Welche Beträge Sie in einen oder mehrere ETF-Sparpläne stecken, ob zum Beispiel 50 Euro im Monat oder etwa 500 Euro, hängt davon ab, wie viel Geld Sie zum regelmäßigen Sparen zurücklegen können und wie hoch Ihre Vorsorgelücke ist. Das ist die Differenz zwischen möglichem Alterseinkommen und voraussichtlichen Ausgaben. Diese Lücke seriös auszurechnen, ist allerdings ohne Rechenprogramme praktisch unmöglich. Die Stiftung Warentest stellt deshalb unter www.test.de/finanzbedarf verschiedene Rechner kostenlos zur Verfügung. Hier kann jeder und jede ermitteln, wie groß die eigene Vorsorgelücke ausfallen könnte, wie sich die Inflation auf die Kaufkraft im Ruhestand auswirkt und wie viel man sparen muss, um die Lücke zu schließen. Wem das alles zu kompliziert ist, kann sich an eine Faustregel halten: Wer als junger Mensch 10 bis 15 Prozent des Nettoeinkommens spart, bewegt sich einigermaßen auf der sicheren Seite. Verändern sich die Lebensumstände, kann man dies ja wieder ändern.
Ist dies geklärt, sind ein paar Grundregeln zu beachten:
- Sie sollten in die kostengünstigen Aktien-ETFs nur investieren, wenn sie bis zum Ruhestand mindestens zehn bis 15 Jahre Zeit fürs regelmäßige Anlegen haben.
- Sie brauchen das Geld nicht zu einem ganz bestimmten Zeitpunkt, sondern sind so flexibel, dass Sie bei Renteneintritt auch zwei, drei Jahre warten können, falls zum ursprünglich gewünschten Auszahltermin gerade die Aktienkurse stark gefallen sind.
- Sie dürfen sich nicht von zwischenzeitlichen Verlusten beirren lassen. „Wenn Ihre Anlagen breit gestreut sind, können Sie in Ruhe auf bessere Zeiten warten“, empfiehlt die Stiftung Warentest.
- Die Stiftung empfiehlt Anlegerinnen und Anlegern den Aufbau eines Pantoffel-Portfolios.
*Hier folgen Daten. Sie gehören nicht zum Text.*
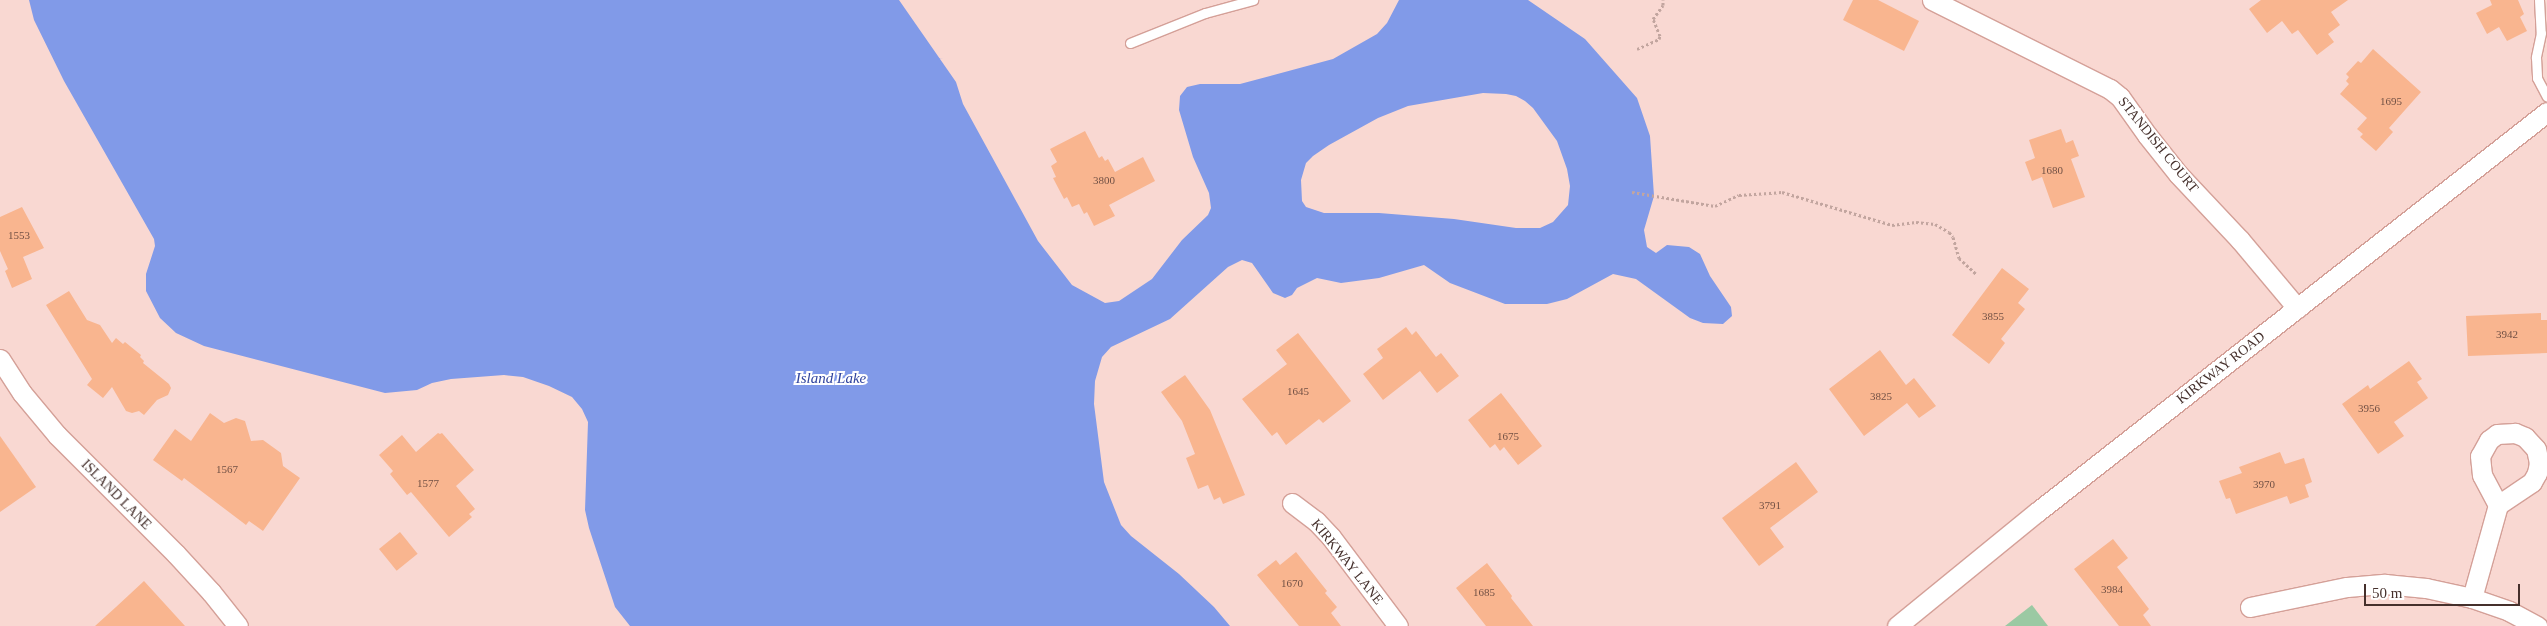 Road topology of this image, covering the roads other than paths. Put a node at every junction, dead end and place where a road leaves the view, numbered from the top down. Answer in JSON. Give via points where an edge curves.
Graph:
{"nodes":[{"id":1,"x":1253,"y":0,"type":"edge"},
{"id":2,"x":1932,"y":0,"type":"edge"},
{"id":3,"x":2539,"y":0,"type":"edge"},
{"id":4,"x":1130,"y":43,"type":"dead end"},
{"id":5,"x":2547,"y":97,"type":"edge"},
{"id":6,"x":2547,"y":112,"type":"edge"},
{"id":7,"x":2297,"y":308,"type":"junction"},
{"id":8,"x":0,"y":359,"type":"edge"},
{"id":9,"x":1292,"y":503,"type":"dead end"},
{"id":10,"x":2498,"y":506,"type":"dead end"},
{"id":11,"x":2472,"y":598,"type":"junction"},
{"id":12,"x":2250,"y":607,"type":"dead end"},
{"id":13,"x":238,"y":626,"type":"edge"},
{"id":14,"x":1398,"y":626,"type":"edge"},
{"id":15,"x":1897,"y":626,"type":"edge"},
{"id":16,"x":2537,"y":626,"type":"edge"}],
"edges":[{"from":1,"to":4,"type":"lane","via":[[1205,13]]},
{"from":2,"to":7,"type":"street","name":"STANDISH COURT","via":[[2110,89],[2120,97],[2178,174],[2240,240]]},
{"from":3,"to":5,"type":"lane","via":[[2541,33],[2536,57],[2537,78]]},
{"from":6,"to":7,"type":"street","name":"KIRKWAY ROAD"},
{"from":7,"to":15,"type":"street","name":"KIRKWAY ROAD"},
{"from":8,"to":13,"type":"street","name":"ISLAND LANE","via":[[22,393],[57,435],[176,554]]},
{"from":9,"to":14,"type":"street","name":"KIRKWAY LANE","via":[[1316,521],[1330,537]]},
{"from":10,"to":11,"type":"street"},
{"from":11,"to":12,"type":"street","via":[[2426,588],[2385,584],[2347,587]]},
{"from":11,"to":16,"type":"street","via":[[2509,611]]}]}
Es besteht aus zwei Bausteinen: renditestarken ETFs, die einen breit angelegten Börsenindex wie den MSCI World abbilden, und sicherem Tages- und Festgeld. Je nach Risikotyp und der zur Verfügung stehenden Zeit zum Sparen kann man sich für verschiedene Varianten entscheiden. Beispiel: Wer je 50 Prozent in Aktien-ETFs und 50 Prozent in Zinsanlagen investiert, hat eine ausgewogene Variante gewählt. Ein weiterer Vorteil: Im Rentenalter, wenn aus dem angesparten Guthaben, jeden Monat oder jedes Vierteljahr ein bestimmter Betrag als Zusatzeinkommen entnommen werden soll, können Sie in schlechten Börsenzeiten von Ihren Sicherheitsbausteinen Geld entnehmen, in guten Börsenzeiten verkaufen Sie ETF-Anteile.
- Bei der Auswahl der ETFs hilft zum Beispiel der Produktfinder der Stiftung Warentest
Gut gerade für Selbstständige: Wenn die Geschäfte mal für ein paar Monate nicht so gut laufen, können Sie Ihren Sparplan einfach vorübergehend stilllegen und dann wieder einzahlen, wenn es wieder besser läuft. So bleiben Sie immer flexibel.